• **TASK PROMPT**
The required answer is an exact copy of the records below, without pictures.
□ □ □ □ □ □ □
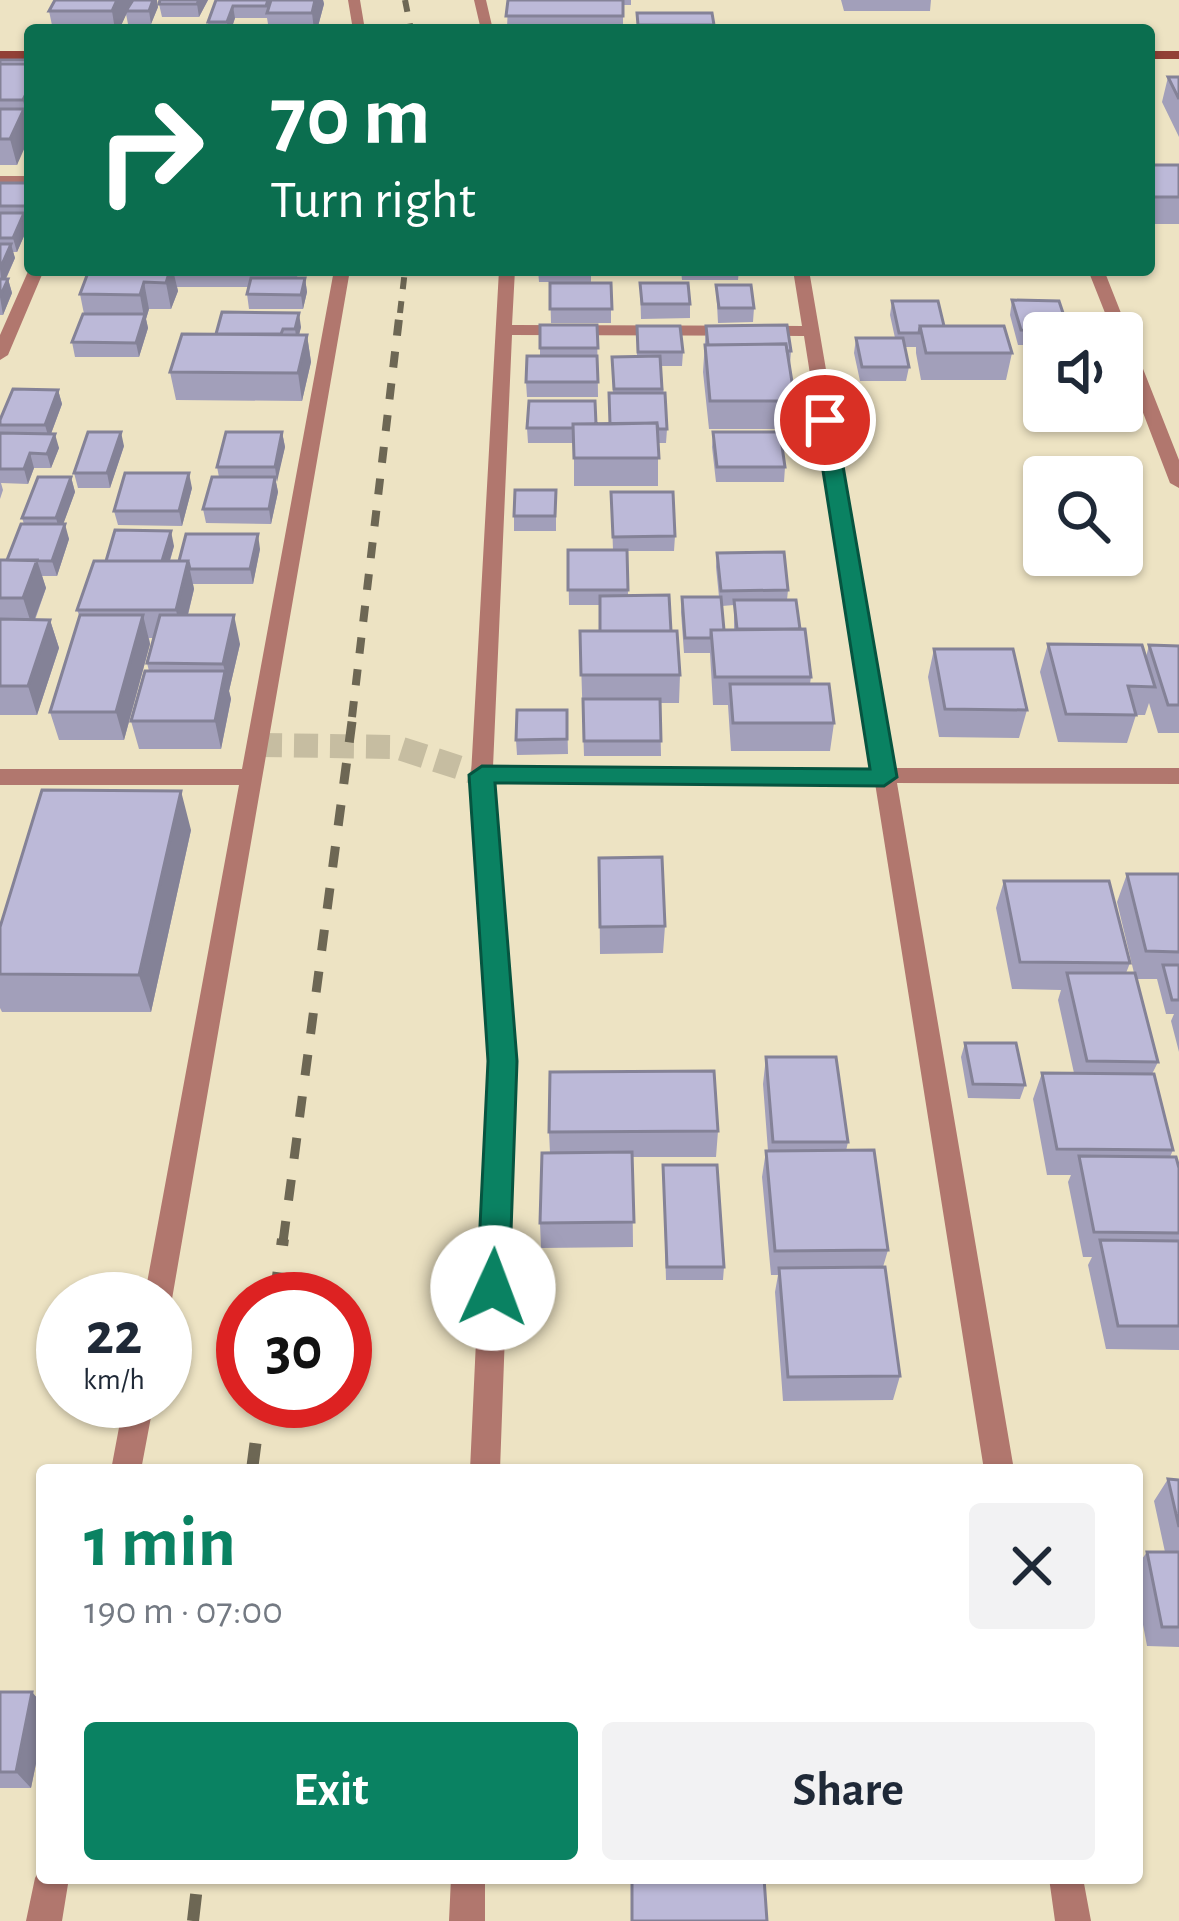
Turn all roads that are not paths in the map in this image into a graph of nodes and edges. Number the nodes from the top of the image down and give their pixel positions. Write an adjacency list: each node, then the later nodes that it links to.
1 (33, 276): 9 (street)
2 (341, 276): 15 (street)
3 (507, 276): 7 (street)
4 (801, 276): 8 (street)
5 (1098, 276): 6 (street)
6 (1112, 312)
7 (503, 330): 8 (street); 12 (street)
8 (811, 331): 16 (street)
9 (0, 355)
10 (1143, 391): 11 (street)
11 (1179, 483)
12 (482, 775): 16 (street); 20 (street)
13 (1179, 776): 16 (street)
14 (0, 777): 15 (street)
15 (253, 777): 17 (street)
16 (884, 777): 21 (street)
17 (163, 1272)
18 (134, 1428): 19 (street)
19 (127, 1464)
20 (485, 1464)
21 (997, 1464)
22 (51, 1884): 25 (street)
23 (468, 1884): 26 (street)
24 (1067, 1884): 27 (street)
25 (44, 1921)
26 (466, 1921)
27 (1073, 1921)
□ □ □ □ □ □ □
• **REPLY TO THE EXERCISE**
Turn all roads that are not paths in the map in this image into a graph of nodes and edges. Number the nodes from the top of the image down and give their pixel positions. Write an adjacency list: each node, then the later nodes that it links to.
1 (33, 276): 9 (street)
2 (341, 276): 15 (street)
3 (507, 276): 7 (street)
4 (801, 276): 8 (street)
5 (1098, 276): 6 (street)
6 (1112, 312)
7 (503, 330): 8 (street); 12 (street)
8 (811, 331): 16 (street)
9 (0, 355)
10 (1143, 391): 11 (street)
11 (1179, 483)
12 (482, 775): 16 (street); 20 (street)
13 (1179, 776): 16 (street)
14 (0, 777): 15 (street)
15 (253, 777): 17 (street)
16 (884, 777): 21 (street)
17 (163, 1272)
18 (134, 1428): 19 (street)
19 (127, 1464)
20 (485, 1464)
21 (997, 1464)
22 (51, 1884): 25 (street)
23 (468, 1884): 26 (street)
24 (1067, 1884): 27 (street)
25 (44, 1921)
26 (466, 1921)
27 (1073, 1921)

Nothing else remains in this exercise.